Le Caire a annoncé mardi soir dans un communiqué avoir accepté « immédiatement » une invitation américaine pour une rencontre entre les ministres égyptien, soudanais et éthiopien des Affaires étrangères afin de « débloquer l’impasse » dans les négociations au sujet du grand barrage de la Renaissance (GERD) sur le Nil Bleu, en Ethiopie.
Contacté par l’AFP mercredi, le ministère n’avait pas répondu dans l’immédiat au sujet des modalités et du calendrier de cette possible rencontre.
L’Egypte craint que la construction du GERD, entamée en 2012 par l’Ethiopie, n’entraîne une réduction du débit du fleuve, dont elle dépend à 90% pour son approvisionnement en eau.
Début octobre, des négociations à Khartoum entre l’Egypte, le Soudan, et l’Ethiopie avaient abouti à une « impasse », selon le Caire.
Depuis, l’Egypte cherche à obtenir une médiation internationale. Mais la diplomatie éthiopienne rejette la médiation, la qualifiant de « déni injustifié des progrès » réalisés pendant les négociations.

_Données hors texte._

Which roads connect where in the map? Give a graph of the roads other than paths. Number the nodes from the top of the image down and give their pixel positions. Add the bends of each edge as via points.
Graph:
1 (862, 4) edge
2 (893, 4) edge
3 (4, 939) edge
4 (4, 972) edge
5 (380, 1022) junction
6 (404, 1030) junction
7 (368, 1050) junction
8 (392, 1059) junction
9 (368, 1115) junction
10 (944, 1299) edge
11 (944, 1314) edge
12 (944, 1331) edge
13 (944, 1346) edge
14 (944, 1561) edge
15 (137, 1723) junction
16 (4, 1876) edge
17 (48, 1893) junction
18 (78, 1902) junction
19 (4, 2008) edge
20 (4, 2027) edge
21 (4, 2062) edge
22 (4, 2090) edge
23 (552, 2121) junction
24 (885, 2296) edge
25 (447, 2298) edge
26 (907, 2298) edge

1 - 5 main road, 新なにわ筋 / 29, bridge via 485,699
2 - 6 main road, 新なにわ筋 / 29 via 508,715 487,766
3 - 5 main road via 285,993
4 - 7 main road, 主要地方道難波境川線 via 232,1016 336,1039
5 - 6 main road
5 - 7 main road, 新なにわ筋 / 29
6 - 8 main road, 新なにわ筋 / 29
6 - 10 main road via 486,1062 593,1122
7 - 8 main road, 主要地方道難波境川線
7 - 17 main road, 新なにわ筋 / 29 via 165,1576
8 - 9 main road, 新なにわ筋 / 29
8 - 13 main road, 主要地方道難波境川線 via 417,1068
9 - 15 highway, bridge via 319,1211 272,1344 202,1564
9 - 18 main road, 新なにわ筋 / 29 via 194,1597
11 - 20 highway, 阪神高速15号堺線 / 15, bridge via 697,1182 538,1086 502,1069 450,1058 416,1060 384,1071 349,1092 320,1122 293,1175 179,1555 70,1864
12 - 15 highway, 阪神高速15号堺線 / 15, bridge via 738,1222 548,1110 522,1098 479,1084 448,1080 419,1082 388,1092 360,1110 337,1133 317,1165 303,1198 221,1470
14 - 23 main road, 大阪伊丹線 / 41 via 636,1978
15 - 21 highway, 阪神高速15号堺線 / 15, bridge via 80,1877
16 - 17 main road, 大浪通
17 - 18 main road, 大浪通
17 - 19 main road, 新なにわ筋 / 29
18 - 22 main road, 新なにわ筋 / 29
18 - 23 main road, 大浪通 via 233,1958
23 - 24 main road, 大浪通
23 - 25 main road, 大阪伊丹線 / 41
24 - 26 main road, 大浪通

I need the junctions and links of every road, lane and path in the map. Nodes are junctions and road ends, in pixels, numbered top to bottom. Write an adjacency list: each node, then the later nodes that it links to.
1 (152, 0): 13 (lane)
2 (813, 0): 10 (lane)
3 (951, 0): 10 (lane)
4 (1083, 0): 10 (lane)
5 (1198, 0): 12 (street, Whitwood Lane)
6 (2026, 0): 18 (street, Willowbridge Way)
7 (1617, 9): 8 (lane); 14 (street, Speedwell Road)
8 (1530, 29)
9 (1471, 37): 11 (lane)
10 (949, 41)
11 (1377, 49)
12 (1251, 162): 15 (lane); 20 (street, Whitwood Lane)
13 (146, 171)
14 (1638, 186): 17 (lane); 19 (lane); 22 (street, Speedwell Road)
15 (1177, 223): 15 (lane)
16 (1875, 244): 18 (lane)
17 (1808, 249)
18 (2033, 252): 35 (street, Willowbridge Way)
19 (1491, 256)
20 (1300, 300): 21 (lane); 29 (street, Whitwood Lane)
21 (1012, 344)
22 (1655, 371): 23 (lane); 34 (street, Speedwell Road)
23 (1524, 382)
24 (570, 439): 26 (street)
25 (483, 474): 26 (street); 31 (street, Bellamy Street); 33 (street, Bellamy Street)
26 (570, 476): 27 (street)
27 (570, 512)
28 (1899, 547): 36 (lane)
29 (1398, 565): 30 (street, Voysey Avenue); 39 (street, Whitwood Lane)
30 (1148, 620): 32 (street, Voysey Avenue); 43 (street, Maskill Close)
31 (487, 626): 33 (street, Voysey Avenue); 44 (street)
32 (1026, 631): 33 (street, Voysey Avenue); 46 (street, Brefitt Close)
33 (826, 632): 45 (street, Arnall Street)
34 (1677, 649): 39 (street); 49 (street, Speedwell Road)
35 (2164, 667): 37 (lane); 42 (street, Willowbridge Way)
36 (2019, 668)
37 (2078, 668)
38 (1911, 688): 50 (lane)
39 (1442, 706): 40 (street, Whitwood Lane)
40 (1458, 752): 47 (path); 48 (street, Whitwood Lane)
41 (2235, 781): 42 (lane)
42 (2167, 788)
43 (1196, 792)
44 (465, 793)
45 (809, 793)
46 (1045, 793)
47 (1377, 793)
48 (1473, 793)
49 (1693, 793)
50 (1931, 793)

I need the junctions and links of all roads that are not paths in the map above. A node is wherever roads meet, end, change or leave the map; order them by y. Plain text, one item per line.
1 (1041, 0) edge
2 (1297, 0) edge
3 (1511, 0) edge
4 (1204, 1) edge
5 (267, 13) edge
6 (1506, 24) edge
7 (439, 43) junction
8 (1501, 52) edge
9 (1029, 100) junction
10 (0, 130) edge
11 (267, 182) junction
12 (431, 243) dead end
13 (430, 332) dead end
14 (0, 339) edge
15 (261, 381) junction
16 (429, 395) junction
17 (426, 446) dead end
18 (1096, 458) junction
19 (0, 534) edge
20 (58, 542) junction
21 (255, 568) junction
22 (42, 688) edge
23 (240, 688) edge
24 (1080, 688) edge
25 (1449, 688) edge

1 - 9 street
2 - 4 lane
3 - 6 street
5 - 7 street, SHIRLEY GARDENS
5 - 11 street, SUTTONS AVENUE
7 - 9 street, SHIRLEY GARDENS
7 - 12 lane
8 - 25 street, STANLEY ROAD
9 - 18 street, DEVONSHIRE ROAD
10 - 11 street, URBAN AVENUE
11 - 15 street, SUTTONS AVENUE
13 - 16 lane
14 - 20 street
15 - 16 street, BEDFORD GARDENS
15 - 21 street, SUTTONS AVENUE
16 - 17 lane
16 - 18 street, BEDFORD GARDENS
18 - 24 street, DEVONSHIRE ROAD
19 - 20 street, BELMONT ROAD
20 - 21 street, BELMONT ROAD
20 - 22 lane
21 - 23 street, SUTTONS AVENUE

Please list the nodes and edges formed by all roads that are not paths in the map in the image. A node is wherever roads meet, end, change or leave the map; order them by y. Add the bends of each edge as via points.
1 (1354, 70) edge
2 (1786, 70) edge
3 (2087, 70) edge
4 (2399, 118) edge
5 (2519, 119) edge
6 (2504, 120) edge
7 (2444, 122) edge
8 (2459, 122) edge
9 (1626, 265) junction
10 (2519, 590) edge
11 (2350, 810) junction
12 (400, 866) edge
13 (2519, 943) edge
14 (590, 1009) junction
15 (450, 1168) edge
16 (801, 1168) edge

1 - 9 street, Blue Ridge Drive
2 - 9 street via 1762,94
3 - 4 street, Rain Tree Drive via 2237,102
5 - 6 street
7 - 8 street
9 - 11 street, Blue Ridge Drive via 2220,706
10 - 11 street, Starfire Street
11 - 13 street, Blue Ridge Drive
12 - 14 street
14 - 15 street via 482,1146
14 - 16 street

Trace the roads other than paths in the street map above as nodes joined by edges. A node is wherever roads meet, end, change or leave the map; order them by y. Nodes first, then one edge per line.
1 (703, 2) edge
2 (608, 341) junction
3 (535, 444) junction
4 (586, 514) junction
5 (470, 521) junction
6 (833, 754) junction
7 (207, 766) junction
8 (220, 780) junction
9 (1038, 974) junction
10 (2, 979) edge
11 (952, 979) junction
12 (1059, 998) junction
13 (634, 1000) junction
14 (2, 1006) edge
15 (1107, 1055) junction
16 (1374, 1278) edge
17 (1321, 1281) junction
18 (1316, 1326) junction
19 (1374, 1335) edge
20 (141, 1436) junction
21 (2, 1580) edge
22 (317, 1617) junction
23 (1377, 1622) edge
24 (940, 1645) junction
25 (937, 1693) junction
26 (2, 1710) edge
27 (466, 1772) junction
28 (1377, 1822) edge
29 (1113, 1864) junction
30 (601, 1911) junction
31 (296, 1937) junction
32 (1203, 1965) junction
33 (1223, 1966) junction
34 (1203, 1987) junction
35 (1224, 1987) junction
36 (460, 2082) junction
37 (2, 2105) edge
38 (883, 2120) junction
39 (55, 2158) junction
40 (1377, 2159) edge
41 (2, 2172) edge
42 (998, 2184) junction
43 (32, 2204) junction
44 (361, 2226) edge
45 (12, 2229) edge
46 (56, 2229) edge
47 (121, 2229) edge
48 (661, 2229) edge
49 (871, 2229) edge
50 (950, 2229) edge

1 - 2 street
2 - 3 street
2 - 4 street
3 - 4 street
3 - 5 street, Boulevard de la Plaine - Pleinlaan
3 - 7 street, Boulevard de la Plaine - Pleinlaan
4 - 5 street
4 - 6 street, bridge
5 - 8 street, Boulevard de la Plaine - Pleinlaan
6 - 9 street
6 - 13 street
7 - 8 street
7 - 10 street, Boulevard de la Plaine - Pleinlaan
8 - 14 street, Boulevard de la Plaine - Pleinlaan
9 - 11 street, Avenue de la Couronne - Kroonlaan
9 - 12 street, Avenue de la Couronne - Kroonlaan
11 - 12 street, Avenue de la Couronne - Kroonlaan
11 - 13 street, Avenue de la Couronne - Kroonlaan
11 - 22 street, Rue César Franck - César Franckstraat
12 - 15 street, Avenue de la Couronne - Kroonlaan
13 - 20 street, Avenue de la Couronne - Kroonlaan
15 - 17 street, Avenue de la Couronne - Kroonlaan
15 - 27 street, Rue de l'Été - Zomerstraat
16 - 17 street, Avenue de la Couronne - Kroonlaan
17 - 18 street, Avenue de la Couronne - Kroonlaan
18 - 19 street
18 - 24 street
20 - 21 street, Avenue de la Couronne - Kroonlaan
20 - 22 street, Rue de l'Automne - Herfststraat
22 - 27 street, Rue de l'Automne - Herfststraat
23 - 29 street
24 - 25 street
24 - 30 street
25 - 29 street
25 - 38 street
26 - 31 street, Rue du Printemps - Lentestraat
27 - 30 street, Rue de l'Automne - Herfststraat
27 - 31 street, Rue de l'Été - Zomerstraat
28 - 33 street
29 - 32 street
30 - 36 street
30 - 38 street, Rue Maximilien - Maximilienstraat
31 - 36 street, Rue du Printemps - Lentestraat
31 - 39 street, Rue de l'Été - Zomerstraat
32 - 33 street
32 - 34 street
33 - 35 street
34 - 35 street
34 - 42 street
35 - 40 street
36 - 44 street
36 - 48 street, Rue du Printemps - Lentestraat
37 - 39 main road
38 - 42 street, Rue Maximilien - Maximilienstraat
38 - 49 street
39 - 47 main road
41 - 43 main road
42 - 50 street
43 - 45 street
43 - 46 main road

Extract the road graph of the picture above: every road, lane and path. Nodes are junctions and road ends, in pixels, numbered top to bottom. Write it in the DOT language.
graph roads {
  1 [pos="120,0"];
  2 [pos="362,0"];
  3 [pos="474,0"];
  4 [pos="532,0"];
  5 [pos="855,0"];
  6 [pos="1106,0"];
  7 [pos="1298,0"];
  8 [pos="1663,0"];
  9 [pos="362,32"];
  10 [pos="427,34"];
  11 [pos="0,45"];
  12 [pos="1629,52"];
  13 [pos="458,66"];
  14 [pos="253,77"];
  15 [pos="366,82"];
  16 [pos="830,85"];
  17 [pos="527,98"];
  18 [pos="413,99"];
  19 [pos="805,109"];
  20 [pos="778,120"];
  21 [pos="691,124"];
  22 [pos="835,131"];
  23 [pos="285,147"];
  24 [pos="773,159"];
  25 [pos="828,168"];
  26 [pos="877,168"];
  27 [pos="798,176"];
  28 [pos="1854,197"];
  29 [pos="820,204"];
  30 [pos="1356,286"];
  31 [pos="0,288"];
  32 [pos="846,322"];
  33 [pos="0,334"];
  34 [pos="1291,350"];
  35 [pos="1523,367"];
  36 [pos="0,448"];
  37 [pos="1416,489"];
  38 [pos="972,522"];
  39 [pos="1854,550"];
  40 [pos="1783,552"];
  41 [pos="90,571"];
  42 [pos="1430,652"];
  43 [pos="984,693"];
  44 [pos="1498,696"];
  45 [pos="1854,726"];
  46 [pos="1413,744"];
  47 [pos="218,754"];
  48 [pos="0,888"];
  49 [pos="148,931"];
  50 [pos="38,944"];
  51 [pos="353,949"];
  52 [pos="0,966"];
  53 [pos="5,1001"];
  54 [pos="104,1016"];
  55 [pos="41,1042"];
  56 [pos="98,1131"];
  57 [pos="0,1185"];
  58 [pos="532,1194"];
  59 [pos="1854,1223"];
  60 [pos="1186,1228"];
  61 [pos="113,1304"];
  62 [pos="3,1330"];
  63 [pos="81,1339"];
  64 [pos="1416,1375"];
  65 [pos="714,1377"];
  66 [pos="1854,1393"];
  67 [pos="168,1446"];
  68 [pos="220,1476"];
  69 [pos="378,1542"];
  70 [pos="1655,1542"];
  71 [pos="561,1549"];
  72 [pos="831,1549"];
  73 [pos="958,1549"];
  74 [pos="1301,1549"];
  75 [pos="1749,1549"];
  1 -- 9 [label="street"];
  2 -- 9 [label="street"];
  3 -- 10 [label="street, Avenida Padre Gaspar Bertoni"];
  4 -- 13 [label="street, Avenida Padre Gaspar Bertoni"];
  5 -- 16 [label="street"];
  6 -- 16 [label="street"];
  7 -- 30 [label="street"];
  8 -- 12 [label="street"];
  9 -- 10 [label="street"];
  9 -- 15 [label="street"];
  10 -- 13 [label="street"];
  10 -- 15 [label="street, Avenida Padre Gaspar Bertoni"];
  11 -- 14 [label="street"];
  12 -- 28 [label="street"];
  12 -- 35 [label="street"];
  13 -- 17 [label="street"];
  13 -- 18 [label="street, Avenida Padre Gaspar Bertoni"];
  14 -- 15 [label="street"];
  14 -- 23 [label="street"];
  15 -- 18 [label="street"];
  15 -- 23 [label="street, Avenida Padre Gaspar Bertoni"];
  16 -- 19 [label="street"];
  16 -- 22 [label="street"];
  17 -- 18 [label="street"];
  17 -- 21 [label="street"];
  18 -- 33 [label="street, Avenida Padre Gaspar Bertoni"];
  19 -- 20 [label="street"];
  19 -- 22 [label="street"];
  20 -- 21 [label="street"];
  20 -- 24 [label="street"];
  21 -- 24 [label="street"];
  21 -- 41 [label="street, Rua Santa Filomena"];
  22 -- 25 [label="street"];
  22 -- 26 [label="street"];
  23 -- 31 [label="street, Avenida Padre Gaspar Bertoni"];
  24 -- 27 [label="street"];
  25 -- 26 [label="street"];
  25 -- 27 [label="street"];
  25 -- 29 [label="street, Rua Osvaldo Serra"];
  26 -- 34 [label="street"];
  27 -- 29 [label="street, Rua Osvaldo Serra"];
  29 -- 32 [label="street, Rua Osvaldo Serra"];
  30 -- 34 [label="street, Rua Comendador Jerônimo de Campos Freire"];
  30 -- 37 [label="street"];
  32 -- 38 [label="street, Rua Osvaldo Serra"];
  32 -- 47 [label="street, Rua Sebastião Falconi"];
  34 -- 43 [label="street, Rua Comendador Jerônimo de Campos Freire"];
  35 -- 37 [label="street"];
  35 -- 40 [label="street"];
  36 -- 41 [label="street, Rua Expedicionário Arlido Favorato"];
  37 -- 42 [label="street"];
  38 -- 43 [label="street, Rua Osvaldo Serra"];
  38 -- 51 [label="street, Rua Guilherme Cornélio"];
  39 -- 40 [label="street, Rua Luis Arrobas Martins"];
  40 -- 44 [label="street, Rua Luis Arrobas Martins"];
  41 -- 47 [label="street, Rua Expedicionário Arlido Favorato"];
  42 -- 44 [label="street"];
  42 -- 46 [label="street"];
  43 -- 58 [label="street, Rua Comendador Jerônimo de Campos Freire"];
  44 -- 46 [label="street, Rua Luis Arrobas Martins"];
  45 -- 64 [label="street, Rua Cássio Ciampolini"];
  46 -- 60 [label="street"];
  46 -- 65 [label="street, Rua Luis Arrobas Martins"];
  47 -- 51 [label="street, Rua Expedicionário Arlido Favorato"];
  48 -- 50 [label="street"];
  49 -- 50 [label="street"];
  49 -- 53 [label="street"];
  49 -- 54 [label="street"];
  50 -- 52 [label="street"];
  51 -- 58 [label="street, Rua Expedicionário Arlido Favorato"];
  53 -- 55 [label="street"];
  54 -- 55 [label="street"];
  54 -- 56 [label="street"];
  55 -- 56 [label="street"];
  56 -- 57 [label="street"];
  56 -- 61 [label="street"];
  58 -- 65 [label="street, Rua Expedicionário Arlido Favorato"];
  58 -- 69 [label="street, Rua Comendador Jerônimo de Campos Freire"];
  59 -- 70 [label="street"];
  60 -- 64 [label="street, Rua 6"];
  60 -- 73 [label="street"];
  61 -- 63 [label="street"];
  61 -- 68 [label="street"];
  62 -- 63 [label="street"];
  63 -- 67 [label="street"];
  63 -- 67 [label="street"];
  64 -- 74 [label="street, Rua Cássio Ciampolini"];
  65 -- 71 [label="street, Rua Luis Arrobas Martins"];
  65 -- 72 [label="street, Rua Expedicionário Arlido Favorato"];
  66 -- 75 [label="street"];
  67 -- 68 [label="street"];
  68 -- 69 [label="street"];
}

Les négociations entre les trois pays ont été bloquées depuis neuf ans. Le Nil est le plus long fleuve du monde et sert d’artère vitale en Afrique de l’Est pour les 10 pays qu’il traverse.
Le Nil Bleu, qui prend sa source en Ethiopie, rejoint le Nil Blanc à Khartoum pour former le Nil qui traverse le Soudan et l’Egypte avant de se jeter dans la Méditerranée.
Le GERD est censé devenir la plus grande centrale hydroélectrique d’Afrique, avec une production de 6.000 mégawatts.
L’Ethiopie a annoncé que le gigantesque barrage de 4 milliards de dollars devrait commencer à produire de l’électricité d’ici fin 2020 et sera complètement opérationnel d’ici 2022.
L’Egypte demande un minimum annuel garanti de 40 milliards de m3 –ce à quoi l’Ethiopie n’a pas donné son accord– et évoque un « droit historique » sur le fleuve, garanti par une série de traités.
Des analystes estiment que l’absence d’accord entre l’Ethiopie, le Soudan et l’Egypte pourrait susciter un conflit entre les trois pays avec de graves conséquences humanitaires.